◆ Requirement: Extract each line from the entries below that has the string "strokeStyle" in it.

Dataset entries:

# # #

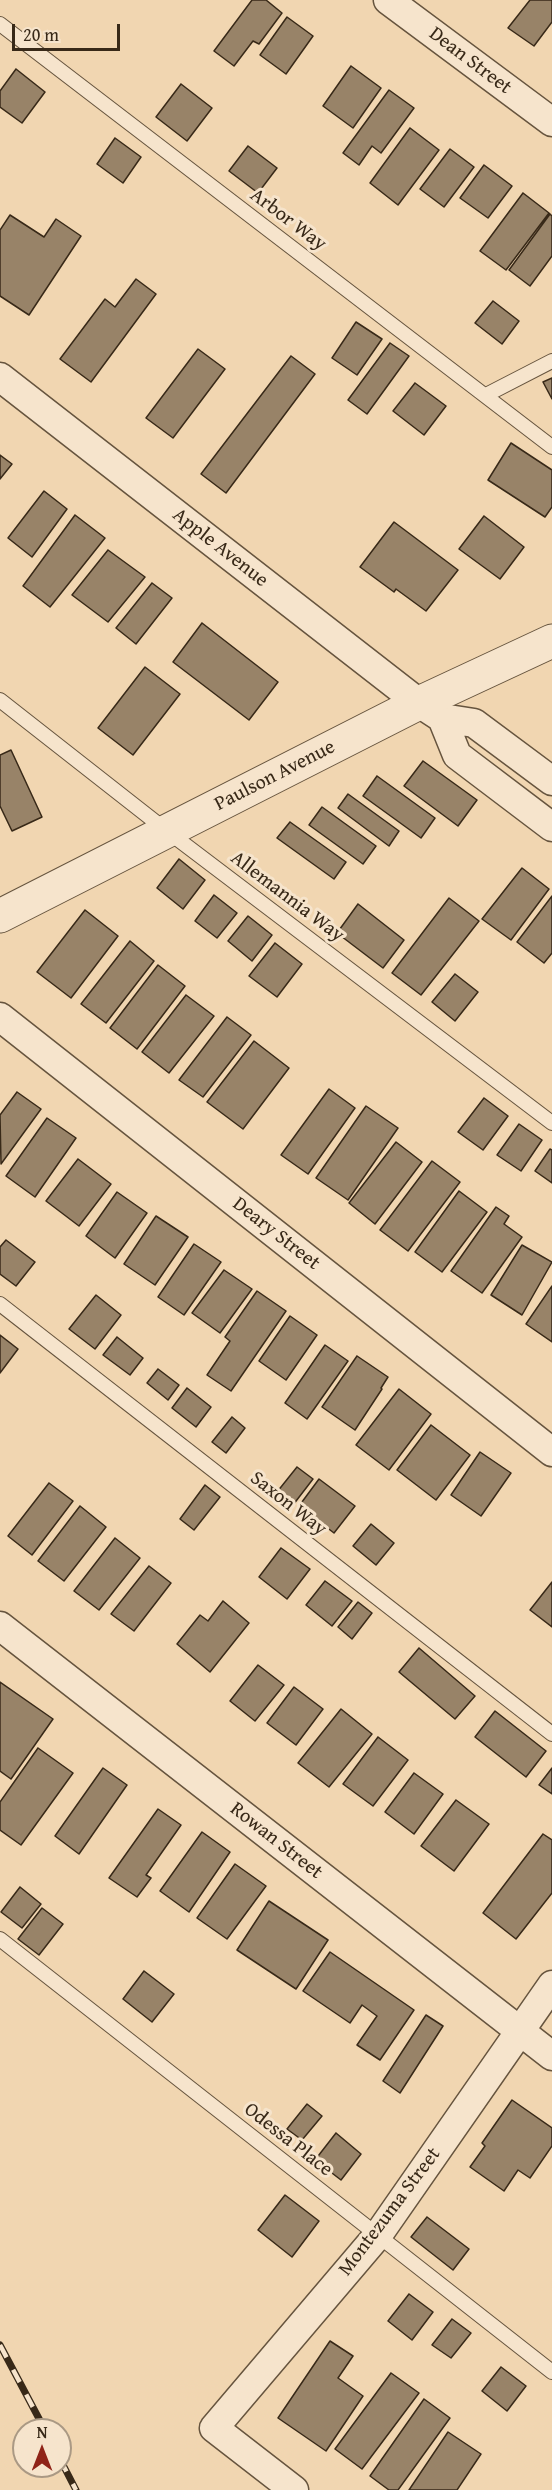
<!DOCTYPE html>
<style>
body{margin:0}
#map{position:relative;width:552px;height:2490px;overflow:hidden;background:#f1d6b1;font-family:"Gentium Book Plus",serif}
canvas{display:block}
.north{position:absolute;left:12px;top:2418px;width:60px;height:60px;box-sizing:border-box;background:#f6e4cc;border:2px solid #aa9984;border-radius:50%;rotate:0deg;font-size:16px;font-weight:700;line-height:24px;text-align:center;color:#382918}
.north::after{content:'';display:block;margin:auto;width:21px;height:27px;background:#8f2418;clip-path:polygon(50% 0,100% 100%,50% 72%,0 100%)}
.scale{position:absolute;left:12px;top:24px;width:108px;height:27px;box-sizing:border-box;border:3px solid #382918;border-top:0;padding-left:8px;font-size:18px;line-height:21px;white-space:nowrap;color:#382918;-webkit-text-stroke:4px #f6e4cc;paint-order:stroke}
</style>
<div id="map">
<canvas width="552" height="2490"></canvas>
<div class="north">N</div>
<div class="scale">20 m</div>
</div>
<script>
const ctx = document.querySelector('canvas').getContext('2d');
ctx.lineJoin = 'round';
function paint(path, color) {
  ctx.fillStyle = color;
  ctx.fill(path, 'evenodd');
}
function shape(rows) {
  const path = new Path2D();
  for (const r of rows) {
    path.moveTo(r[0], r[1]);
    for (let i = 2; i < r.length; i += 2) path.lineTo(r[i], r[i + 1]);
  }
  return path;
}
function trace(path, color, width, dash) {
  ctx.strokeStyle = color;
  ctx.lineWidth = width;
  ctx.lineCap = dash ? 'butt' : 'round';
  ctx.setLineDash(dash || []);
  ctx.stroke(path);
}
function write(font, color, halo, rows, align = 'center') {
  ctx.font = font + ' "Gentium Book Plus",serif';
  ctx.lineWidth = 6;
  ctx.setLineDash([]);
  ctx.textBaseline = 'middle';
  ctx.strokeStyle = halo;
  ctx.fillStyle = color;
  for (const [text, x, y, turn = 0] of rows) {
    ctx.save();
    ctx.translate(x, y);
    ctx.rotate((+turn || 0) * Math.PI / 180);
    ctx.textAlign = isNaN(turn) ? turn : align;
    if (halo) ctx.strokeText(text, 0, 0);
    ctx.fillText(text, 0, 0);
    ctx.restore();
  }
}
const building = shape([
 [252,0,266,0,282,13,259,44,253,41,234,66,214,51,252,0],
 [530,0,552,0,552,22,534,46,508,28,530,0],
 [287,17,313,36,286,74,260,55,287,17],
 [351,66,381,88,353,128,323,106,351,66],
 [16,69,45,92,22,123,0,107,0,91,16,69],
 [181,84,212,108,187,141,156,117,181,84],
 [389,90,414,108,381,153,372,146,359,165,343,153,389,90],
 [410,128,439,150,398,205,370,183,410,128],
 [115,138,141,157,123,183,97,164,115,138],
 [248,146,277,168,258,193,229,171,248,146],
 [450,149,474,167,444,207,420,189,450,149],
 [484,165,512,186,488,218,460,198,484,165],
 [523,193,549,213,506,270,480,251,523,193],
 [550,214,552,216,552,256,530,286,509,270,550,214],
 [10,215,44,237,56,219,81,236,29,315,0,296,0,230,10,215],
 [136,279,156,294,91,382,60,359,105,299,115,307,136,279],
 [493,301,519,321,502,344,475,323,493,301],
 [356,322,382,339,357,375,332,358,356,322],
 [390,343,409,356,367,414,348,400,390,343],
 [198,349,225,369,173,438,146,418,198,349],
 [291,356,315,374,226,493,201,474,291,356],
 [552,378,552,399,543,382,552,378],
 [415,383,446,406,424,435,393,411,415,383],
 [511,443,552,470,552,507,545,517,488,480,511,443],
 [0,455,12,464,0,479,0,455],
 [44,491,67,509,32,557,8,538,44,491],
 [75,515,105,538,50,607,23,586,75,515],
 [484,516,524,547,500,579,459,549,484,516],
 [394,522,458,570,426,611,396,589,394,592,360,567,394,522],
 [108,550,145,577,108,622,72,595,108,550],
 [152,583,172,598,136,644,116,628,152,583],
 [202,623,278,682,249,720,173,662,202,623],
 [145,667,180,694,133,755,98,728,145,667],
 [11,750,42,817,12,831,0,806,0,755,11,750],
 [423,761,477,800,458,826,404,786,423,761],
 [377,776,435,818,421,838,363,796,377,776],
 [348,794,399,831,389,846,338,808,348,794],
 [322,807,376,846,363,864,309,825,322,807],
 [290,822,346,862,334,879,277,838,290,822],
 [179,859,205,880,183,909,157,888,179,859],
 [522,868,549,889,511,940,482,919,522,868],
 [214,895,237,913,217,938,195,921,214,895],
 [552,896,552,953,544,963,517,942,552,896],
 [449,898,479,921,421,995,392,973,449,898],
 [358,904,404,940,383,968,337,933,358,904],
 [85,910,118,936,71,998,37,972,85,910],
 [248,916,272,935,252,961,228,941,248,916],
 [130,941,154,961,106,1023,81,1004,130,941],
 [275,943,302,964,277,997,249,976,275,943],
 [158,965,185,986,137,1049,110,1028,158,965],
 [455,974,478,992,455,1021,432,1002,455,974],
 [186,995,214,1016,169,1073,142,1052,186,995],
 [227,1017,251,1035,203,1097,179,1080,227,1017],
 [254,1041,289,1068,243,1129,207,1102,254,1041],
 [329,1089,355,1108,308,1174,281,1155,329,1089],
 [17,1092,41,1109,1,1164,0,1115,17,1092],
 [484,1098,508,1116,483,1150,458,1132,484,1098],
 [366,1106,398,1128,348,1200,316,1178,366,1106],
 [47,1118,76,1138,35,1197,6,1176,47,1118],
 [519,1124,542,1140,521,1171,497,1155,519,1124],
 [396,1142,422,1162,375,1224,349,1203,396,1142],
 [550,1149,552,1150,552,1183,535,1171,550,1149],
 [78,1159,111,1184,79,1226,46,1201,78,1159],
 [432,1161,460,1182,408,1251,380,1230,432,1161],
 [459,1191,487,1212,442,1272,415,1252,459,1191],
 [117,1192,147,1213,115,1258,86,1236,117,1192],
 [496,1207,509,1216,504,1224,522,1237,482,1293,451,1271,496,1207],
 [156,1216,188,1237,155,1285,124,1264,156,1216],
 [6,1240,35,1262,16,1286,0,1274,0,1247,6,1240],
 [194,1244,221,1262,184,1315,158,1297,194,1244],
 [522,1245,552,1262,522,1315,491,1295,522,1245],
 [224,1270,252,1289,220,1333,192,1313,224,1270],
 [552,1286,552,1342,526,1324,552,1286],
 [257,1291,286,1311,231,1391,207,1375,230,1341,225,1337,257,1291],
 [96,1295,121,1315,95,1349,69,1329,96,1295],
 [290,1316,317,1335,286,1380,259,1361,290,1316],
 [0,1335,18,1349,0,1373,0,1335],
 [117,1337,143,1358,130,1375,103,1355,117,1337],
 [325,1345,348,1361,307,1419,285,1403,325,1345],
 [357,1356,388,1377,381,1388,382,1389,355,1430,322,1407,357,1356],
 [158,1369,179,1385,168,1400,147,1383,158,1369],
 [187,1388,211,1407,196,1427,172,1408,187,1388],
 [399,1389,431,1414,389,1470,356,1445,399,1389],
 [232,1417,245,1428,226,1453,212,1442,232,1417],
 [431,1425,470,1455,436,1500,397,1470,431,1425],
 [480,1452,511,1473,481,1516,451,1495,480,1452],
 [297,1467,313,1479,293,1505,277,1492,297,1467],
 [319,1479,355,1506,334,1533,299,1506,319,1479],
 [49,1483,73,1501,32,1555,8,1536,49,1483],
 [205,1485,220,1497,194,1530,180,1519,205,1485],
 [80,1506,106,1527,64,1581,38,1561,80,1506],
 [371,1524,394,1543,376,1565,353,1546,371,1524],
 [115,1538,140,1558,99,1610,74,1591,115,1538],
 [281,1548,310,1569,287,1599,259,1577,281,1548],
 [149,1566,171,1583,134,1631,111,1614,149,1566],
 [325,1581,352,1601,332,1626,306,1605,325,1581],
 [552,1582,552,1627,530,1610,552,1582],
 [223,1601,249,1623,210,1672,177,1644,200,1615,208,1621,223,1601],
 [358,1602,372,1613,352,1639,338,1627,358,1602],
 [419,1648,475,1696,455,1719,399,1672,419,1648],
 [258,1665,284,1685,255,1721,230,1701,258,1665],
 [0,1682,53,1719,11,1779,0,1771,0,1682],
 [294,1687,323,1709,296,1745,267,1723,294,1687],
 [341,1709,372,1734,329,1787,298,1763,341,1709],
 [495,1711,546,1751,526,1777,475,1737,495,1711],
 [378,1737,408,1760,373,1806,343,1784,378,1737],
 [38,1748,73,1773,21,1845,0,1830,0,1802,38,1748],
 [103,1768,127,1785,79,1854,55,1836,103,1768],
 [552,1768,552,1794,539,1785,552,1768],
 [414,1773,443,1794,414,1834,385,1812,414,1773],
 [456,1800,489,1824,454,1871,421,1846,456,1800],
 [158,1809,181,1825,146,1875,151,1878,137,1897,109,1878,158,1809],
 [202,1832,230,1852,189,1912,160,1891,202,1832],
 [543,1834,552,1840,552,1893,516,1939,483,1913,543,1834],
 [235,1864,266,1886,227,1939,197,1918,235,1864],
 [20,1887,41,1904,22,1928,1,1912,20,1887],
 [269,1901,328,1940,296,1989,237,1950,269,1901],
 [42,1908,63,1924,39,1955,18,1939,42,1908],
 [330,1952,414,2010,380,2060,357,2045,377,2016,362,2005,350,2023,303,1991,330,1952],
 [144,1971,174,1994,152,2022,123,1999,144,1971],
 [426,2015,443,2026,400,2093,383,2081,426,2015],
 [512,2100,552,2128,552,2146,530,2178,518,2170,504,2191,470,2167,485,2146,482,2143,512,2100],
 [307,2104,322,2116,302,2140,287,2129,307,2104],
 [336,2133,361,2154,341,2180,315,2160,336,2133],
 [285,2195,319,2221,292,2257,258,2230,285,2195],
 [427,2217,469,2249,453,2270,411,2237,427,2217],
 [409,2294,433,2312,412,2340,388,2321,409,2294],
 [452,2319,471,2333,451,2358,432,2345,452,2319],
 [330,2341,353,2356,338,2378,363,2396,326,2451,278,2418,330,2341],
 [501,2367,526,2386,507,2411,482,2391,501,2367],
 [391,2373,419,2393,362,2469,335,2449,391,2373],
 [424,2399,450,2418,398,2490,389,2490,370,2476,424,2399],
 [448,2432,481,2454,457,2490,409,2490,448,2432]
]);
paint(building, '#988368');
trace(building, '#382918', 1.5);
const service = shape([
 [0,24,552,447],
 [486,395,552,361],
 [0,700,167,831,552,1123],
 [0,1304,552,1734],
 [0,1939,552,2372]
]);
const minor = shape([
 [388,0,552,122],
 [0,377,419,703,442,718,474,723,552,781],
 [442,718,457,755,552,827],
 [0,1017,552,1452],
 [0,1626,552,2056],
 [294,2490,214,2428,378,2235,552,1985]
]);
const tertiary = shape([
 [0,916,419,703,552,641]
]);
trace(service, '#66543e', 16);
trace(minor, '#66543e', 31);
trace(tertiary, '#66543e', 35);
trace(service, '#f6e4cc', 14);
trace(minor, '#f6e4cc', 28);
trace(tertiary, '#f6e4cc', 33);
const rail = shape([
 [0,2345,45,2430],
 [60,2459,76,2490]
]);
trace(rail, '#382918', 7);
trace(rail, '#f6e4cc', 4.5, [14]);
write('20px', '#382918', '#f6e4cc', [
 ["Dean Street",470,61,37],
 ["Arbor Way",288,220,37],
 ["Apple Avenue",220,548,38],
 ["Paulson Avenue",275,776,-27],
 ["Allemannia Way",287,897,37],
 ["Deary Street",276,1234,38],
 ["Saxon Way",288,1504,38],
 ["Rowan Street",276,1841,38],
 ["Odessa Place",288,2140,38],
 ["Montezuma Street",390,2212,-53]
]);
</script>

# # #

◆ Answer section:
  ctx.strokeStyle = color;
  ctx.strokeStyle = halo;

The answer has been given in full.